Would you copy out each line of the records below that includes the word "pixel"?

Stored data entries
━━━━━━

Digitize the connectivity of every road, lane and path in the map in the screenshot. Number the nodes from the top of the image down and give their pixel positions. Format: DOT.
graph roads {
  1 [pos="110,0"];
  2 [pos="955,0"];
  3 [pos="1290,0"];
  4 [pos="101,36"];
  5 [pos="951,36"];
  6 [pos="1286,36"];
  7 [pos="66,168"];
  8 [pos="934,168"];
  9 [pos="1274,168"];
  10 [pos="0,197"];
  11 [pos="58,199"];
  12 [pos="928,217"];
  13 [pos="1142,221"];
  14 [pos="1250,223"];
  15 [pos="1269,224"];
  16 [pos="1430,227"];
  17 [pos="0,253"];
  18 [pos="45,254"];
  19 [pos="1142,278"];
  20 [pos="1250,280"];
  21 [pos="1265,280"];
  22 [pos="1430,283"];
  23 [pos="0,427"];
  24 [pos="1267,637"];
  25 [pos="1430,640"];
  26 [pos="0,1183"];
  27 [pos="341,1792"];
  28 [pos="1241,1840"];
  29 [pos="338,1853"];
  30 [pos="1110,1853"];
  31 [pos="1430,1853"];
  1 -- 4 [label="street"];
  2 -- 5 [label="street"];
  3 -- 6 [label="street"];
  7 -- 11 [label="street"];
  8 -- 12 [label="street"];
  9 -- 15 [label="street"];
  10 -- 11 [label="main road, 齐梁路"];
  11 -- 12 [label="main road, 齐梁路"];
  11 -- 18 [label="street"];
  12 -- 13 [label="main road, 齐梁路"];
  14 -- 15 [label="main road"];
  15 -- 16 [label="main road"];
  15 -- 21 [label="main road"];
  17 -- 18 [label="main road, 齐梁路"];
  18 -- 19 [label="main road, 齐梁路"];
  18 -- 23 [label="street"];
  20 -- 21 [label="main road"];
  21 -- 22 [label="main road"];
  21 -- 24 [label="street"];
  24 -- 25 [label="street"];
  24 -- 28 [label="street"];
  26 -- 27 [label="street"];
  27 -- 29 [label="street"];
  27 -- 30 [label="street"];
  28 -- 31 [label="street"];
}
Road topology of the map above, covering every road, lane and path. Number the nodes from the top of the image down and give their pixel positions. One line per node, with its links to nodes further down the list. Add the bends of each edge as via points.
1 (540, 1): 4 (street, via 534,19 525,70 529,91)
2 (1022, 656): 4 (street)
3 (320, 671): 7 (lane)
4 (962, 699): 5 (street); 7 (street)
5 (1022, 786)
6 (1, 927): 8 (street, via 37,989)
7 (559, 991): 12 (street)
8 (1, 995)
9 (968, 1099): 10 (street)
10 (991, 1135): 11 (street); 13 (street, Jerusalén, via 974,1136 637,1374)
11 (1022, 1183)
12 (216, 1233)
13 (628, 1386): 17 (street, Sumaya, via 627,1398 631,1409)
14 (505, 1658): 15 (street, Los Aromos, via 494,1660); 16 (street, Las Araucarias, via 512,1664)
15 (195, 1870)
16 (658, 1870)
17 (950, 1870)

━━━━━━

## Solution
Digitize the connectivity of every road, lane and path in the map in the screenshot. Number the nodes from the top of the image down and give their pixel positions. Format: DOT.
Road topology of the map above, covering every road, lane and path. Number the nodes from the top of the image down and give their pixel positions. One line per node, with its links to nodes further down the list. Add the bends of each edge as via points.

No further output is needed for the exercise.